Work instructions.
Within the records, say how many lines include the word "Asep"; the answer should be the number and no more.

Data supplied.
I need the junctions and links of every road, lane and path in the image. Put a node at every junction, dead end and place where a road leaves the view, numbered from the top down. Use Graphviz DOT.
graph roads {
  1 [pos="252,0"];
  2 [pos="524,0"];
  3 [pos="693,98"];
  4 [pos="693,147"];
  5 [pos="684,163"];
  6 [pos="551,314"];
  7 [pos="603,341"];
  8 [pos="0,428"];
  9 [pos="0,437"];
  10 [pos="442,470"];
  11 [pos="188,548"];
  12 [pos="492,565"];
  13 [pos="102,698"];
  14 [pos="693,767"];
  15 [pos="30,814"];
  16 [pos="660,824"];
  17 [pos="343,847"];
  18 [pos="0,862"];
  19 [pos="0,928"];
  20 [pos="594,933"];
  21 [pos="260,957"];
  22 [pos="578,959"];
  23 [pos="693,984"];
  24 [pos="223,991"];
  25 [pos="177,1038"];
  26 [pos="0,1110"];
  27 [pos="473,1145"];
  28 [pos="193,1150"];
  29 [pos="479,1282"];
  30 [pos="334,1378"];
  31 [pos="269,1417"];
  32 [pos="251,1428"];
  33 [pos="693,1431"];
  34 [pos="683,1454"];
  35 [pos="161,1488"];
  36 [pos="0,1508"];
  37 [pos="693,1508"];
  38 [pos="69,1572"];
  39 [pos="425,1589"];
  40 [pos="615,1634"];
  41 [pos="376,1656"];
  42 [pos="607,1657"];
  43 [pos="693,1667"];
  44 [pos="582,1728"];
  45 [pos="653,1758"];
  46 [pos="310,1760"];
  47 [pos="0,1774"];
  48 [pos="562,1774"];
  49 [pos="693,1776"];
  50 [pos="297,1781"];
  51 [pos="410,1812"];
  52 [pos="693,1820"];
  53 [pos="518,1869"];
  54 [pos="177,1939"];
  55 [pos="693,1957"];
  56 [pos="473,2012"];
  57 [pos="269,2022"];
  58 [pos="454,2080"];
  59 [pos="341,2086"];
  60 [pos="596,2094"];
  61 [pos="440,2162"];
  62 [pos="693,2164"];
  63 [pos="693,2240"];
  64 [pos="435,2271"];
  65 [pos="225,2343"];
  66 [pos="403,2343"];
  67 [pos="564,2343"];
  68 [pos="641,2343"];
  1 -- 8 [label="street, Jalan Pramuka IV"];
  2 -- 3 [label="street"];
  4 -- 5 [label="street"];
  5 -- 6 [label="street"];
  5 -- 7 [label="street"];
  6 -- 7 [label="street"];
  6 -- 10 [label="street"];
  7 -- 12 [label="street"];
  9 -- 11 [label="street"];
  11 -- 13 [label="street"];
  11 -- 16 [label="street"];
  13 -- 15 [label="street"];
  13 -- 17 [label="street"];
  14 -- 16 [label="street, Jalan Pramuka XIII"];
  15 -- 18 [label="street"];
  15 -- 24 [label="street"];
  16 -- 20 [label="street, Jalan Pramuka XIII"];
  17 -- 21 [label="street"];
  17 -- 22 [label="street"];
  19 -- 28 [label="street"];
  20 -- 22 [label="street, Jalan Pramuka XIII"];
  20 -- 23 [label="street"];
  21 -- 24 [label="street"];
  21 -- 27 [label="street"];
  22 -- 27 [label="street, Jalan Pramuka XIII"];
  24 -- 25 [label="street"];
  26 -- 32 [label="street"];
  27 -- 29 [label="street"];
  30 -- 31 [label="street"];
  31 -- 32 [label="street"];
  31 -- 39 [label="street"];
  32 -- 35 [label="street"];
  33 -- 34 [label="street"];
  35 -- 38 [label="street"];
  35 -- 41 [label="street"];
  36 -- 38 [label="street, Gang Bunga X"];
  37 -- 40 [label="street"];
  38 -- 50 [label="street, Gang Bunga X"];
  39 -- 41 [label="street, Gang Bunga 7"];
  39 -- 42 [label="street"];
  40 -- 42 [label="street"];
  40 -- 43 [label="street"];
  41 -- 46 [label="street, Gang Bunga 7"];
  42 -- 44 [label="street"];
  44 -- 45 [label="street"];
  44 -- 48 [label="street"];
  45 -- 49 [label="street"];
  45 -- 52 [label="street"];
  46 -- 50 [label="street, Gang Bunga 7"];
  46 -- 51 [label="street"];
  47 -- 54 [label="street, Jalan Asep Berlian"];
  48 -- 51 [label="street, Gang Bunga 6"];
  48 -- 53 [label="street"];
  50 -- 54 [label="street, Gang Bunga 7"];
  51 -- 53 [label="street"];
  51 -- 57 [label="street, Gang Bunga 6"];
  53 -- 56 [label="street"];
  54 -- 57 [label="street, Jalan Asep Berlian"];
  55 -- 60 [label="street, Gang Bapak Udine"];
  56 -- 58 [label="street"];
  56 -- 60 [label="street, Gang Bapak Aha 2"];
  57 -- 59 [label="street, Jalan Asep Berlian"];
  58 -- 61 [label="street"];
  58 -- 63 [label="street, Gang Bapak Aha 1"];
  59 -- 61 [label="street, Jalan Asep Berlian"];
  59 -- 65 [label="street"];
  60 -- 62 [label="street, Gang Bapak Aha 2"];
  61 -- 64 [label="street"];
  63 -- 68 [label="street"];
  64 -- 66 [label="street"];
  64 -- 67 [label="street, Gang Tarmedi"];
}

Output below.
4